Panelists discuss the necessity of improving the message portrayed to clients who are faced with paying for college tuition. “We’ve had the same message for the past 15 years, and it isn’t working,” says Peter Mazareas, Ph.D., co-founder of Invite Education. He highlights the 529 program, calling it the “single most generous provision Congress has ever passed for American families. Advisers and families aren’t aware of how good this product is.”

Randy Hardock, partner at Davis & Harman LLP and counsel at the College Savings Foundation, agrees that the 529 program is vital when it comes to saving. “The 529 plan remains the single most effective way to set aside money today to fund future college costs. And that will become more and more important because of these trends and because the federal government likely is going to do less and less to help families.”

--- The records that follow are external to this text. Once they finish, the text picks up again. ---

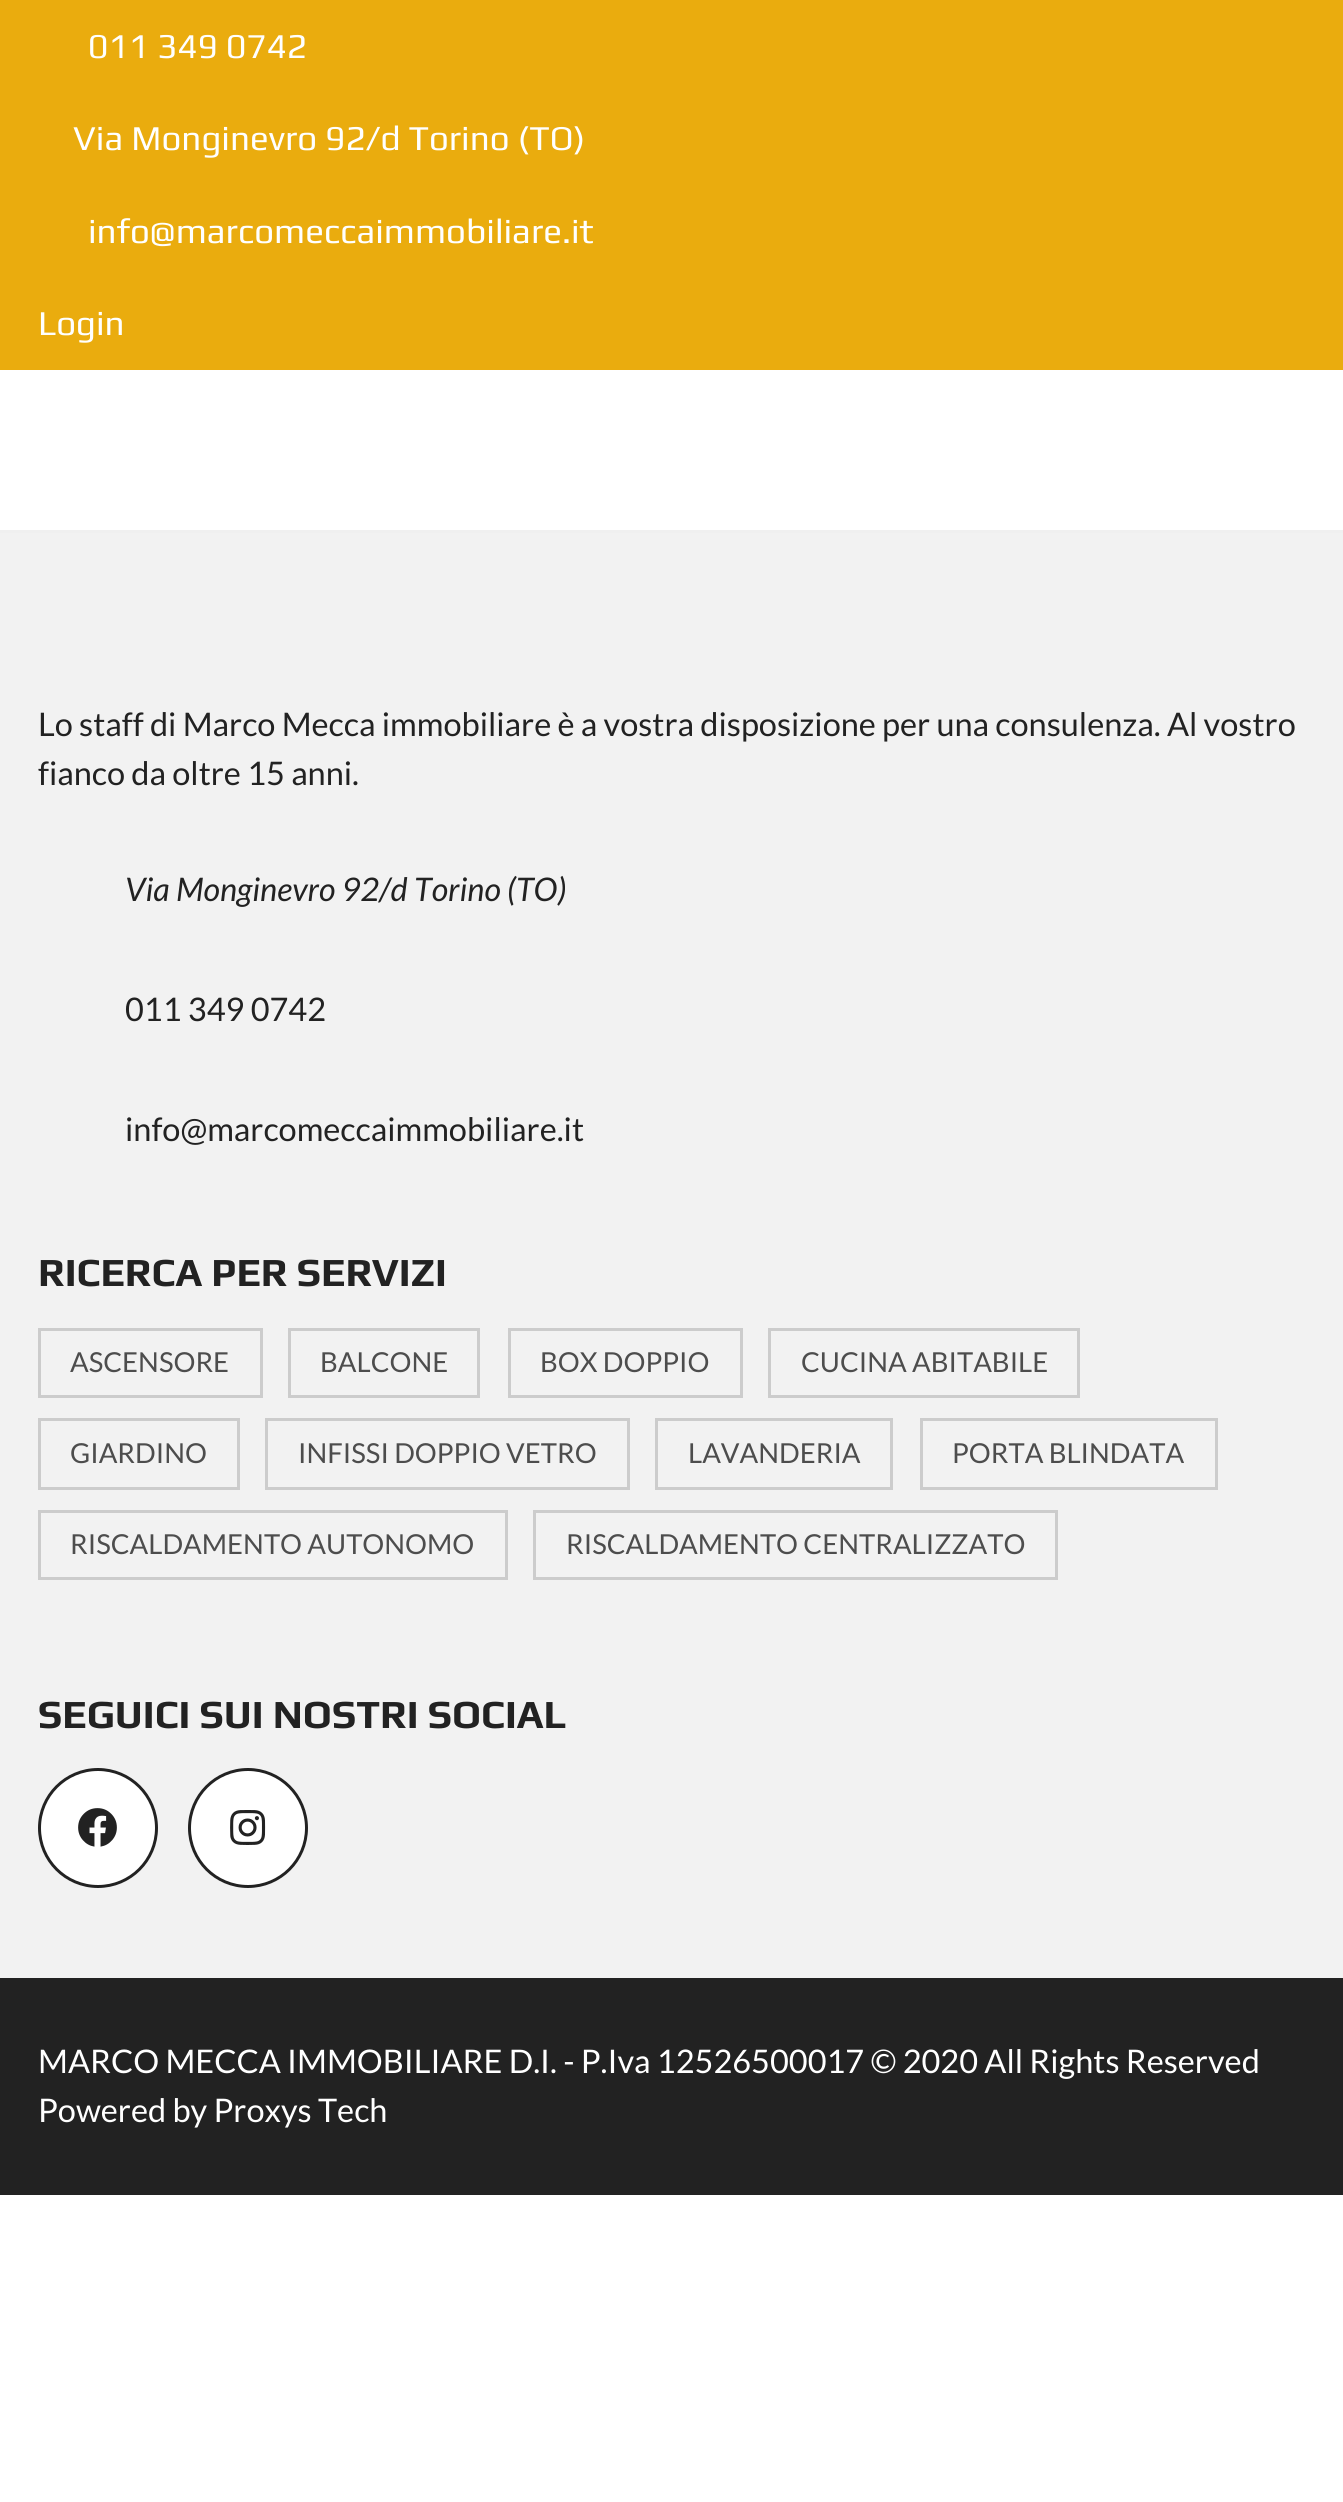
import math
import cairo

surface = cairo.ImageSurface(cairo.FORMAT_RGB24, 1343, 2502)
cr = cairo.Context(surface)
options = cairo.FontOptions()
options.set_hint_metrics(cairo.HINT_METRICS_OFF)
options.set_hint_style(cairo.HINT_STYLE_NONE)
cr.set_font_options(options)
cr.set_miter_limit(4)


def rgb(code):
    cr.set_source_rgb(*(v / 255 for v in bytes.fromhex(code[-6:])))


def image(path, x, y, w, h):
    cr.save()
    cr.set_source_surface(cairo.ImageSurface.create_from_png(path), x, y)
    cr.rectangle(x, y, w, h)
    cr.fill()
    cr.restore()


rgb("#ffffff")
cr.paint()
for x, y, w, h, color in [
    (0, 0, 1343, 370, "#eaac0e"),
    (0, 530, 1343, 3, "#f0f0f0"),
    (0, 533, 1343, 1445, "#f2f2f2"),
]:
    rgb(color)
    cr.rectangle(x, y, w, h)
    cr.fill()
cr.rectangle(39.5, 1329.5, 222, 67)
rgb("#cccccc")
cr.set_line_width(3)
cr.stroke()
cr.rectangle(289.5, 1329.5, 189, 67)
cr.stroke()
cr.rectangle(509.5, 1329.5, 232, 67)
cr.stroke()
cr.rectangle(769.5, 1329.5, 309, 67)
cr.stroke()
cr.rectangle(39.5, 1419.5, 199, 69)
cr.stroke()
cr.rectangle(266.5, 1419.5, 362, 69)
cr.stroke()
cr.rectangle(656.5, 1419.5, 235, 69)
cr.stroke()
cr.rectangle(921.5, 1419.5, 295, 69)
cr.stroke()
cr.rectangle(39.5, 1511.5, 467, 67)
cr.stroke()
cr.rectangle(534.5, 1511.5, 522, 67)
cr.stroke()
rgb("#ffffff")
cr.arc(98, 1828, 60, 0, 2 * math.pi)
cr.fill()
image("img/1.png", 78, 1808, 39, 39)
cr.arc(98, 1828, 58.5, 0, 2 * math.pi)
rgb("#222222")
cr.stroke()
rgb("#ffffff")
cr.arc(248, 1828, 60, 0, 2 * math.pi)
cr.fill()
image("img/2.png", 230, 1810, 36, 35)
cr.arc(248, 1828, 58.5, 0, 2 * math.pi)
rgb("#222222")
cr.stroke()
cr.rectangle(0, 1978, 1343, 217)
cr.fill()
cr.select_font_face("Play")
cr.set_font_size(35)
rgb("#ffffff")
for x, y, s in [
    (88, 58, "011 349 0742"),
    (73, 150, "Via Monginevro 92/d Torino (TO)"),
    (88, 243, "info@marcomeccaimmobiliare.it"),
    (38, 335, "Login"),
]:
    cr.move_to(x, y)
    cr.show_text(s)
cr.select_font_face("Lato")
cr.set_font_size(32.5)
rgb("#222222")
cr.move_to(38, 736)
cr.show_text("Lo staff di Marco Mecca immobiliare è a vostra disposizione per una consulenza. Al vostro")
cr.move_to(38, 785)
cr.show_text("fianco da oltre 15 anni.")
cr.select_font_face("Lato", cairo.FONT_SLANT_ITALIC)
cr.move_to(125, 901)
cr.show_text("Via Monginevro 92/d Torino (TO)")
cr.select_font_face("Lato")
cr.move_to(125, 1021)
cr.show_text("011 349 0742")
cr.move_to(125, 1141)
cr.show_text("info@marcomeccaimmobiliare.it")
cr.select_font_face("Play", cairo.FONT_SLANT_NORMAL, cairo.FONT_WEIGHT_BOLD)
cr.set_font_size(40)
cr.move_to(38, 1286)
cr.show_text("RICERCA PER SERVIZI")
cr.select_font_face("Lato")
cr.set_font_size(27.5)
rgb("#4d4d4d")
for x, y, s in [
    (70, 1372, "ASCENSORE"),
    (320, 1372, "BALCONE"),
    (540, 1372, "BOX DOPPIO"),
    (801, 1372, "CUCINA ABITABILE"),
    (70, 1463, "GIARDINO"),
    (298, 1463, "INFISSI DOPPIO VETRO"),
    (688, 1463, "LAVANDERIA"),
    (952, 1463, "PORTA BLINDATA"),
    (70, 1554, "RISCALDAMENTO AUTONOMO"),
    (566, 1554, "RISCALDAMENTO CENTRALIZZATO"),
]:
    cr.move_to(x, y)
    cr.show_text(s)
cr.select_font_face("Play", cairo.FONT_SLANT_NORMAL, cairo.FONT_WEIGHT_BOLD)
cr.set_font_size(40)
rgb("#222222")
cr.move_to(38, 1728)
cr.show_text("SEGUICI SUI NOSTRI SOCIAL")
cr.select_font_face("Lato")
cr.set_font_size(32.5)
rgb("#ffffff")
cr.move_to(38, 2073)
cr.show_text("MARCO MECCA IMMOBILIARE D.I. - P.Iva 12526500017 © 2020 All Rights Reserved")
cr.move_to(38, 2122)
cr.show_text("Powered by Proxys Tech")
surface.write_to_png("page.png")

Mazareas agrees, saying consumers are looking for solutions, advice and direction. “Solutions are not coming from the federal government and colleges. We need to empower the parents and the families. The industry has to start changing messaging and provide these tools and resources to help them through this college crisis.”

“If you’re going to make 529s work,” Hardock says, “you have to start young. You have to learn the lessons we’ve learned from retirement ­savings, which is regular contributions over time that you are not thinking about.” He says the long-term perspective is very much the holistic ­approach, which does not view the college ­savings and ­student loans problem as one that gets solved with fewer loans or more funding from federal or state sources.

Advisers play a significant role in helping clients benefit from 529 plans. Beyond the obvious—wading through the 90+ 529 Plans available to find a suitable Plan for the client–the adviser can help mitigate any potential tax liability and any potential student debt.